Elsewhere, the Dune Camp has six tents set on wooden platforms. Although comfortable, the accommodations here are probably too simple for a majority of Hideaway Report subscribers. Nearby, Private Camp is entirely self-contained and hence ideal for a family, with three bedrooms, plus its own kitchen and dining room. My only reservation is that it is located on a flat, sandy plain instead of atop a dune, which means that it often lacks a breeze and can be rather hot. (A plunge pool partly solves the problem.)
Undoubtedly my favorite place to stay at Wolwedans is the new Boulders Safari Camp, located 30 miles south of the main complex. Backed by massive granite outcrops and facing an epic landscape of arid plains bounded by successive ridges of ocher-colored mountains, the camp comprises just four sophisticated and exceptionally comfortable tented suites with spacious en suite baths, plus atmospheric public areas furnished in a traditional style with leather sofas, book-lined shelves, substantial carved furniture, polished wooden floors and bright area rugs. With room for a maximum of eight people, Boulders is also ideal for a private group or multigenerational family vacation.

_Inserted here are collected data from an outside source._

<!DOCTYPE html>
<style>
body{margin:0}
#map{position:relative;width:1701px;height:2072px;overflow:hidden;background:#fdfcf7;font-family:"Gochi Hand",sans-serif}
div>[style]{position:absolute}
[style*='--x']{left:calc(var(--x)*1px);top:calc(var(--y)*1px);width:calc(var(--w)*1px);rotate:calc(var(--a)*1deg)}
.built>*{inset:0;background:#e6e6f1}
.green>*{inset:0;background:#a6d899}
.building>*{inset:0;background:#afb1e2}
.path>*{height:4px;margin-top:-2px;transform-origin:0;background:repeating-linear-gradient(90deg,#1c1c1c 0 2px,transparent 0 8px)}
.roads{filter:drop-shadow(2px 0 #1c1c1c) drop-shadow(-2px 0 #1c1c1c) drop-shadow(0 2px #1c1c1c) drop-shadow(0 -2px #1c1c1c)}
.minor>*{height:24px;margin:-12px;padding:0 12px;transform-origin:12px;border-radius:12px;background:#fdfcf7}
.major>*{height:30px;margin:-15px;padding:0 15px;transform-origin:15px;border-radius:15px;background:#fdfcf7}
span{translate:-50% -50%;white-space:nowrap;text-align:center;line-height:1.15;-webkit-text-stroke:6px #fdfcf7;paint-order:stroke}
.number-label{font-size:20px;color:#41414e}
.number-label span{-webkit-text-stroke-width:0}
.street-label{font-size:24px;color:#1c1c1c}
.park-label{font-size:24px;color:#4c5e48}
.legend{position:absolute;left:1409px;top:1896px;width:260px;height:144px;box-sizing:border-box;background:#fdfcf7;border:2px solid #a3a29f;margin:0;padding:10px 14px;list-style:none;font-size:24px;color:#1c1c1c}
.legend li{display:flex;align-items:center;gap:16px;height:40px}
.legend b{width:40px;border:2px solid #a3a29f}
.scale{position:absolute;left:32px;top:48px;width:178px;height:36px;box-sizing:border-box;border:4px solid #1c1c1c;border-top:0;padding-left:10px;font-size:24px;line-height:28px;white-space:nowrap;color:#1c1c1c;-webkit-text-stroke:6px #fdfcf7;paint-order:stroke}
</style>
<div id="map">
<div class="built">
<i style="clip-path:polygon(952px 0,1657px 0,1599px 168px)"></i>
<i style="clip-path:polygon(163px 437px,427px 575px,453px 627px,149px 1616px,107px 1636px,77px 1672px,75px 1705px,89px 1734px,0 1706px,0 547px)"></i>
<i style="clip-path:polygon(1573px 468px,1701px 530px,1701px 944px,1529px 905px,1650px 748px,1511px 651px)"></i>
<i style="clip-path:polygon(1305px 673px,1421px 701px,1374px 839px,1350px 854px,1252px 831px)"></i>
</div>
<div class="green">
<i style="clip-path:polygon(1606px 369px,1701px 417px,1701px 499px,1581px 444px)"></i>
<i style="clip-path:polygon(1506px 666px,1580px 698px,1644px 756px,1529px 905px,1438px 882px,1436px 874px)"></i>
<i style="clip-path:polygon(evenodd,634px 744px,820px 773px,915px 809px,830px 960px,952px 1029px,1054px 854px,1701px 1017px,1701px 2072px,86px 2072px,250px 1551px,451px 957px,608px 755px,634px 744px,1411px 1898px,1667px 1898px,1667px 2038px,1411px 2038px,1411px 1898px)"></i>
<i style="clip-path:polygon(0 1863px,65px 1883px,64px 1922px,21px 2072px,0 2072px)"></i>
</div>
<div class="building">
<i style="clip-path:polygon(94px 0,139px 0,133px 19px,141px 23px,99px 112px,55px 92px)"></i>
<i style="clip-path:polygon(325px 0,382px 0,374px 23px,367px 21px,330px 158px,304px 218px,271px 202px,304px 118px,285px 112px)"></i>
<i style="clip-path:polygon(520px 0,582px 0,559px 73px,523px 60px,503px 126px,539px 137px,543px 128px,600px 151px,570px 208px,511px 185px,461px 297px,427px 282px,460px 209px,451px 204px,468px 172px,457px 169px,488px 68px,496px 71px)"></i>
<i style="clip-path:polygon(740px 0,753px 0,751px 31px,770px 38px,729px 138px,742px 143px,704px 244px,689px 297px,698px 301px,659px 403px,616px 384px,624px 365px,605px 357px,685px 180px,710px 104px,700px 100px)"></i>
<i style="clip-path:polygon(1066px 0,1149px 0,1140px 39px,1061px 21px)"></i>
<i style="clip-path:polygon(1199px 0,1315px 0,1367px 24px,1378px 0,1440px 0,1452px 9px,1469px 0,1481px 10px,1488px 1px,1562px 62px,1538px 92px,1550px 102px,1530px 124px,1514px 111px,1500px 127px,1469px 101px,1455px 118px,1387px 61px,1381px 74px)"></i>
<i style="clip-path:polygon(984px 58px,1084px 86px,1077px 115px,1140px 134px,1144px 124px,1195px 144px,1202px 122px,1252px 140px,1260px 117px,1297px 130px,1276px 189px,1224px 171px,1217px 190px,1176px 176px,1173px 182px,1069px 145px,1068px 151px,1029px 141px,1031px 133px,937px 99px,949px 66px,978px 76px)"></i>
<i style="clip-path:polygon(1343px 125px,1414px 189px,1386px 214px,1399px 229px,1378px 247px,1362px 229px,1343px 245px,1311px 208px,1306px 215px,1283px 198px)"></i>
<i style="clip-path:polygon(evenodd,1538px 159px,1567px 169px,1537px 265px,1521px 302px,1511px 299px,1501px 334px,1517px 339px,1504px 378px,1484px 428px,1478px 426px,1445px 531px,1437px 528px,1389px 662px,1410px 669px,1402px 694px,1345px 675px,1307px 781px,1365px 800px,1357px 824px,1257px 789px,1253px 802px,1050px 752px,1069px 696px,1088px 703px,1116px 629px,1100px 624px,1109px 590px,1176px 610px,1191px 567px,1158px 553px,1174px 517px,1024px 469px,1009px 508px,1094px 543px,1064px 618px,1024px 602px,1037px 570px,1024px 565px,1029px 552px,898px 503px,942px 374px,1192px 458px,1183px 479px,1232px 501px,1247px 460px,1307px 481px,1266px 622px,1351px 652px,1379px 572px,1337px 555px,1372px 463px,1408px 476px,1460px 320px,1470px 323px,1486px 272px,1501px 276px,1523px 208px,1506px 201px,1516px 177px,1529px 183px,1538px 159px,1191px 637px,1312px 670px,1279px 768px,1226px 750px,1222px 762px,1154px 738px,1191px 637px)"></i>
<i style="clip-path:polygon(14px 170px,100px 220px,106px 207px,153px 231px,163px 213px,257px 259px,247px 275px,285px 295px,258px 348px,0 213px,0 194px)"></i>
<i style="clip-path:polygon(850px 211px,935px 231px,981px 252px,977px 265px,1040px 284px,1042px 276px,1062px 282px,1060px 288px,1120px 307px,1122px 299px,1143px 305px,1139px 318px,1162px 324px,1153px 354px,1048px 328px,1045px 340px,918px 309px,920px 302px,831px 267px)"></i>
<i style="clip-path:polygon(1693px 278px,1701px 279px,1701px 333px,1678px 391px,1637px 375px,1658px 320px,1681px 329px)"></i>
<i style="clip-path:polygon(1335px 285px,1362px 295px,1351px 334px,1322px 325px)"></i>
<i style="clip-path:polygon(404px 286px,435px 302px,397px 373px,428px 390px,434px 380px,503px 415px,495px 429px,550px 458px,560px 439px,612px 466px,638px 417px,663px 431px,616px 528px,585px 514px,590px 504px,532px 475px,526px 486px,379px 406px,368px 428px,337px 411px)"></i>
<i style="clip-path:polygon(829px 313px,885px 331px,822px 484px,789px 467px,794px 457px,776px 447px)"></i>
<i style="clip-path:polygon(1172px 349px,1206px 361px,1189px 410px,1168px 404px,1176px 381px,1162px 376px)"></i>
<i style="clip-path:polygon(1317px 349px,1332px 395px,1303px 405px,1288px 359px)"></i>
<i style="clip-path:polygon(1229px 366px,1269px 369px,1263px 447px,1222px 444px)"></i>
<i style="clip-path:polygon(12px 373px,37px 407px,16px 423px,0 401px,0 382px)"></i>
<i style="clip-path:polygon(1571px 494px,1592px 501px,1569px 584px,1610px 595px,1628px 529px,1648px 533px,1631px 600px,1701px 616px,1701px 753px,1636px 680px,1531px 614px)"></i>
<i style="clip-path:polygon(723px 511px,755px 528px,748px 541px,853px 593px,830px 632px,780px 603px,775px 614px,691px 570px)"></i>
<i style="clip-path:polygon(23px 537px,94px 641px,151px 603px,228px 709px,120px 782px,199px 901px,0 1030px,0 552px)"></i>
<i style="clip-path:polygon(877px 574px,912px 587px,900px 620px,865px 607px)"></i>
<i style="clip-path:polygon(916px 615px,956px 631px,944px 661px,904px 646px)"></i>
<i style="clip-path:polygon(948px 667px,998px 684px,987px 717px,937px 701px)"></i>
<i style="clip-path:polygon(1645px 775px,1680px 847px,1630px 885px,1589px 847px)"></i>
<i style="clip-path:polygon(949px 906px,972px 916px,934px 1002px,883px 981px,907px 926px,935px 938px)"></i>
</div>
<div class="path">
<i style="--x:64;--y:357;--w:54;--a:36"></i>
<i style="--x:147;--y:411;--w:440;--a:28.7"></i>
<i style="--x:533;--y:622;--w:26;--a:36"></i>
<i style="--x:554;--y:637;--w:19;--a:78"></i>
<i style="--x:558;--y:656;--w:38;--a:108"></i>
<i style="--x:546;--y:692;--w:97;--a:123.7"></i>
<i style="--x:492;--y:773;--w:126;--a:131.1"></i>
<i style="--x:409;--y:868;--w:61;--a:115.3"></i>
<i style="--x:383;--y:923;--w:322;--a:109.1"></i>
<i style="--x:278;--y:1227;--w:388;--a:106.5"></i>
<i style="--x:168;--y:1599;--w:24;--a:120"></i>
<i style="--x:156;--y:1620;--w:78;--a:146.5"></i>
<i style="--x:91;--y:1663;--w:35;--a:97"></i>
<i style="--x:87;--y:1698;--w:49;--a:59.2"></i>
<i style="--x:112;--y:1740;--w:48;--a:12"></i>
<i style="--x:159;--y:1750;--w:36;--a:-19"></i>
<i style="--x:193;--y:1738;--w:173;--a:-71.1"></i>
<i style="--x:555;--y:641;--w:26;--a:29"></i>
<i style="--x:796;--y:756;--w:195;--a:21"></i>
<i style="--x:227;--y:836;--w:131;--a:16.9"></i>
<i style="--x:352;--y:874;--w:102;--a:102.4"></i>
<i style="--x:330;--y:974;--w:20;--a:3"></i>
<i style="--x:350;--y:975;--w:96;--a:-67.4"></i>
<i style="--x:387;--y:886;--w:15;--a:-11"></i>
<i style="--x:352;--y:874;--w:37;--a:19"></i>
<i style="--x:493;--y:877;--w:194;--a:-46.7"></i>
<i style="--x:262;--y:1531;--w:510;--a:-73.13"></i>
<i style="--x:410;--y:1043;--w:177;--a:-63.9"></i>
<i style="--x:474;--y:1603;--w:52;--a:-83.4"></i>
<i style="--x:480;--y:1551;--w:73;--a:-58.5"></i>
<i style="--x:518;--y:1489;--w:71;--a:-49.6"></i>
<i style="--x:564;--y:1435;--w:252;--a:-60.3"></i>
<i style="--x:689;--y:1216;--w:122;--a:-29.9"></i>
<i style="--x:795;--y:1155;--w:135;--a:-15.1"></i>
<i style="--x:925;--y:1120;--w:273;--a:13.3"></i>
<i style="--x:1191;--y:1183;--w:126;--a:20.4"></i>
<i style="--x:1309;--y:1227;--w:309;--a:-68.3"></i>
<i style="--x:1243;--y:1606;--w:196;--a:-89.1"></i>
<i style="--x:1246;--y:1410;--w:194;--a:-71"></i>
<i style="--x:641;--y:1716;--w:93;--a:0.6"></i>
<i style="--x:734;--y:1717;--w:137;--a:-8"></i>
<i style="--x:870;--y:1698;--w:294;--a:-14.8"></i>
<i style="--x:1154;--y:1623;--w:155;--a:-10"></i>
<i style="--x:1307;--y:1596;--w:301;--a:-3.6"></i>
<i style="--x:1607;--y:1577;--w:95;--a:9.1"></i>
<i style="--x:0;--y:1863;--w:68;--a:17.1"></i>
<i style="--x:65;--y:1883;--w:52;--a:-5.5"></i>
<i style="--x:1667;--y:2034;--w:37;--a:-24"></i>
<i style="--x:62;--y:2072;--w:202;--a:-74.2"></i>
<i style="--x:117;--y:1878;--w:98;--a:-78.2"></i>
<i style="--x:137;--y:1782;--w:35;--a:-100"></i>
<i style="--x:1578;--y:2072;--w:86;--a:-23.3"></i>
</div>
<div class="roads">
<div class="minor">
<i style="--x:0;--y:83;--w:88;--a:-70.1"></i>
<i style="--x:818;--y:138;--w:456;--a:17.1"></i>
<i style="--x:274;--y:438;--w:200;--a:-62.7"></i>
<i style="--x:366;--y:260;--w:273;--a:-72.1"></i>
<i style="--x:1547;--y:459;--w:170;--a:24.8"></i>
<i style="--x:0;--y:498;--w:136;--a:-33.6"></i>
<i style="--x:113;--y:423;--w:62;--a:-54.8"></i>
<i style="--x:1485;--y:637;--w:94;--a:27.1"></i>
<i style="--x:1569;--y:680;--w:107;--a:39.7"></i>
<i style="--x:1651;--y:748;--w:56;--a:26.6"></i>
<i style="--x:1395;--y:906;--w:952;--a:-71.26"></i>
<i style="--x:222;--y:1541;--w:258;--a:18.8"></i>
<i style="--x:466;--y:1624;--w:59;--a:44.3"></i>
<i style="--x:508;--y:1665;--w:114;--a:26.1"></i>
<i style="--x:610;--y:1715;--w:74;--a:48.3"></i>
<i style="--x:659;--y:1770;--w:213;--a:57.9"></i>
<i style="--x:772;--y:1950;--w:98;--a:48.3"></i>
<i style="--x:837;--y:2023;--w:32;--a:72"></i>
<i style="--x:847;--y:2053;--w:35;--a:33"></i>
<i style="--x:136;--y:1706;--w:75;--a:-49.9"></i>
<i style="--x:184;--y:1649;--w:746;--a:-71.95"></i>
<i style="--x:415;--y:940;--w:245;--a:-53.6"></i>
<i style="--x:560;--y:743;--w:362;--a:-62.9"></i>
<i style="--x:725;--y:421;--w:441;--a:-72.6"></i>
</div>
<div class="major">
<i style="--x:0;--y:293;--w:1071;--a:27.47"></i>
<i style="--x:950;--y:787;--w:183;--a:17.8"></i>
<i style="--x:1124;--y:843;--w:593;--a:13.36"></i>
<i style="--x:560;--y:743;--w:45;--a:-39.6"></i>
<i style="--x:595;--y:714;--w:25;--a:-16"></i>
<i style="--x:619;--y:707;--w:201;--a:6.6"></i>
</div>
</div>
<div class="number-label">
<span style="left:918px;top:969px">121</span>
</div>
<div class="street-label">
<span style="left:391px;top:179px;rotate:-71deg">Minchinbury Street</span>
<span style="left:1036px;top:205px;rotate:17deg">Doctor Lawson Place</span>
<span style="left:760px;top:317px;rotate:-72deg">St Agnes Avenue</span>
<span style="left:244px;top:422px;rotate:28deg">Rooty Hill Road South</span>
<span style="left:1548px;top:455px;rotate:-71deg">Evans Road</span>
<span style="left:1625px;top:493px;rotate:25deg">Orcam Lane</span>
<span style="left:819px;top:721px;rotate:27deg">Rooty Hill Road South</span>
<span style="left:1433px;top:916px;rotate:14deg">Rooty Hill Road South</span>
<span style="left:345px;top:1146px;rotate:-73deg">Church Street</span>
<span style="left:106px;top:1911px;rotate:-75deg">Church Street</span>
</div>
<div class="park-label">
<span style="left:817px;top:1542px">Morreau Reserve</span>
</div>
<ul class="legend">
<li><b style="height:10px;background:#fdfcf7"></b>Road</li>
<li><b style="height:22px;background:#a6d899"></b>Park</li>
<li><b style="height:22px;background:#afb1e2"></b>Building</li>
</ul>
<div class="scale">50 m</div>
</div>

A short climb to the top of one of the huge boulders behind the camp brought us to a rocky plateau that forms a near-perfect setting for a sundowner. We sat gazing at the timeless scene, lulled by a fitful breeze and soothed by the atmosphere of ineffable tranquility. At such moments, Namibia seems a land outside of time, an ancient and untouched place that lends valuable perspective to the troubled world beyond its borders.
The magical situation; stylish and comfortable tents; atmospheric public areas.
Lackluster game-viewing — this is a place for hiking and riding.
With room for a maximum of eight guests, this camp would be ideal for exclusive use by a family.